These days are like scooping mercury. Chasing after it can be so exhausting as it beads and evades more with each attempt to contain it.
Feeling the need to clean it up, but might just have to sit here for a bit and just watch as it glides and rolls around making beautiful patterns and shapes.
Remarkable how something so potentially harmful can have such valuable purpose and be so beautiful.
Both chairs are always available to you. One sits above and allows you to sprinkle your wisdom confidently, but also requires you to hold a caring space, to lift me up. The other sits at the feet of the first, providing a place to listen, learn and receive, ignighted by curiosity and wonder.
Which seat do you choose? Can you find a way to sit under, to humbly receive and accept knowledge and perspective from others? Can you sit above without looking down and casting a shadow?
Is there a way you can fit in either seat depending not on what you desire but on what I need?
As the last of the peppers hang on the branches of summer gardens, I am reminded that all dressed up in their glossy and attractive shades and shapes, all peppers really do look quite similar. Yes, some may be longer or rounder, but for the most part you can recognize a pepper when you see one.
The truly interesting part is that what you see on the outside rarely relays the tastes and sensations that are discovered on the inside. Size, color, and shape don’t always indicate what you will find. Stand a bright yellow pepper next to a long red one and you might think they were very different until you take a bite. Then you find a delicious sweetness in both of them. On the other hand, line three different green peppers up together and each can have a distinct flavor — some cool and sweet and others quite bitter or firey. In fact, some peppers will even take your breath away.
All crisp, juicy, and designed to complement one another, peppers come in all shapes and sizes, all flavors and intensities, all suiting different taste buds. Imagine if the world had only one type of pepper. Imagine if someone tried to decide which pepper was best for all and ignored the taste treats hidden in the others.
Isn’t it grand we have so many peppers to get to know?
On this road of life, we are fortunate there are many places to stop for nourishment and refueling.
The key is to listen for sounds of rumbling and feel for the vibrations of imbalance, to watch the gauges and keep a keen lookout – from the inside – for what’s needed on the outside.
Know that your intuition is powerful and your breath like fuel.
I breathe in, filling with the life force that moves me into every adventure, like the climbing of a roller coaster to the peak of its highest rail.
I teeter at the top, momentarily suspended in the gap of the breath the frozen space of fear.
And then I soften, surrender, and remember I am bigger than the gap. When I become bigger in the space of fear, fear becomes a place of play.
I can wade, jump, dive, trickle or race through the gap, inviting the breath to meet me at the other side. As I move more fully into each turn, each bend and dip in the rail, I become bigger and bigger with every breath.
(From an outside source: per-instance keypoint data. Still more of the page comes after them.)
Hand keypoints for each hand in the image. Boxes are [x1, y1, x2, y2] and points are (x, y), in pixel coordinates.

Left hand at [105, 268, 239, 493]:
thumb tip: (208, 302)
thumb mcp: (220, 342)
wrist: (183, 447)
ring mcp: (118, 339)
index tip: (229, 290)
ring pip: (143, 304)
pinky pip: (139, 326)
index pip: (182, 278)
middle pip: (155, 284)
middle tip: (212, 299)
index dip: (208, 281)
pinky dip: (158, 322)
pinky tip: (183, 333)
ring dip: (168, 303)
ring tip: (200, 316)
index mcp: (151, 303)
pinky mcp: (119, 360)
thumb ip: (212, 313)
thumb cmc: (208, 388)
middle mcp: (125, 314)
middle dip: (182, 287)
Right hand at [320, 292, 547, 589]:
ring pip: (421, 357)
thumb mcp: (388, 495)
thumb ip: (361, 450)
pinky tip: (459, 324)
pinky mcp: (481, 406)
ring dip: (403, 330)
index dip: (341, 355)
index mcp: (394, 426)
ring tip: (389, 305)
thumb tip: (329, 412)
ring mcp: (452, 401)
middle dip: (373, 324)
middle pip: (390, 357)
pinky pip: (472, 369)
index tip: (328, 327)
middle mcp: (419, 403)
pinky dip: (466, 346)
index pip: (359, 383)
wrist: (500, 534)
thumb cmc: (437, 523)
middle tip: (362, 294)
In the bigness, I am fluid and free. There, in that space, I cannot help but smile in the excitement I find in being me…in breathing excitement into fear.
Every day, I tenderly pluck and sort the unwanted guests between the treasured plants in the garden of this life of mine. I carefully reach between the stalks and flowers I choose to keep and arrange them all just so.
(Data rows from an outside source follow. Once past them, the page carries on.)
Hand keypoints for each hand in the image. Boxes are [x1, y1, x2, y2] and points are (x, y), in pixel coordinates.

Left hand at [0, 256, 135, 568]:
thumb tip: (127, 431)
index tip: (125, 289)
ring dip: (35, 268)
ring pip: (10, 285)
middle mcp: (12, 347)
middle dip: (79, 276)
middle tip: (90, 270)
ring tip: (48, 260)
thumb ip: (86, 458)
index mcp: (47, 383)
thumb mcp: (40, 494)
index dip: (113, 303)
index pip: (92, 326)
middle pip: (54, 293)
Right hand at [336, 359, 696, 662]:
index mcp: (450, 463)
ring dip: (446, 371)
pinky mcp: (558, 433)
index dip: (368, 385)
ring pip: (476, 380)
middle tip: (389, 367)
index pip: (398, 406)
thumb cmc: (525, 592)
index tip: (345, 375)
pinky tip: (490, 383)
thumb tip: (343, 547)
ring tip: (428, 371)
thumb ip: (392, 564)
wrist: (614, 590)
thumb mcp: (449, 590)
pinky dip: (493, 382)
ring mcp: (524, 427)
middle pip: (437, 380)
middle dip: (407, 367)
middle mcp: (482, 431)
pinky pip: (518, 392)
And, even with the most careful attention, I never leave my garden without scrapes, brush marks and bruises.
Yes, some of the most treasured plants in my garden have thorns. I move with particular sensitivity around them lest they snag my flesh. And somehow even as they cut me, I am still able to see their beauty and feel their special worth. They reach out and brush against me as if they just want to touch, to say “isn’t this all so grand that we are here?!”
It is at that moment when I am wounded but still capable of loving – even those plants with thorns – that I recognize that this coexistence is the essence of thriving.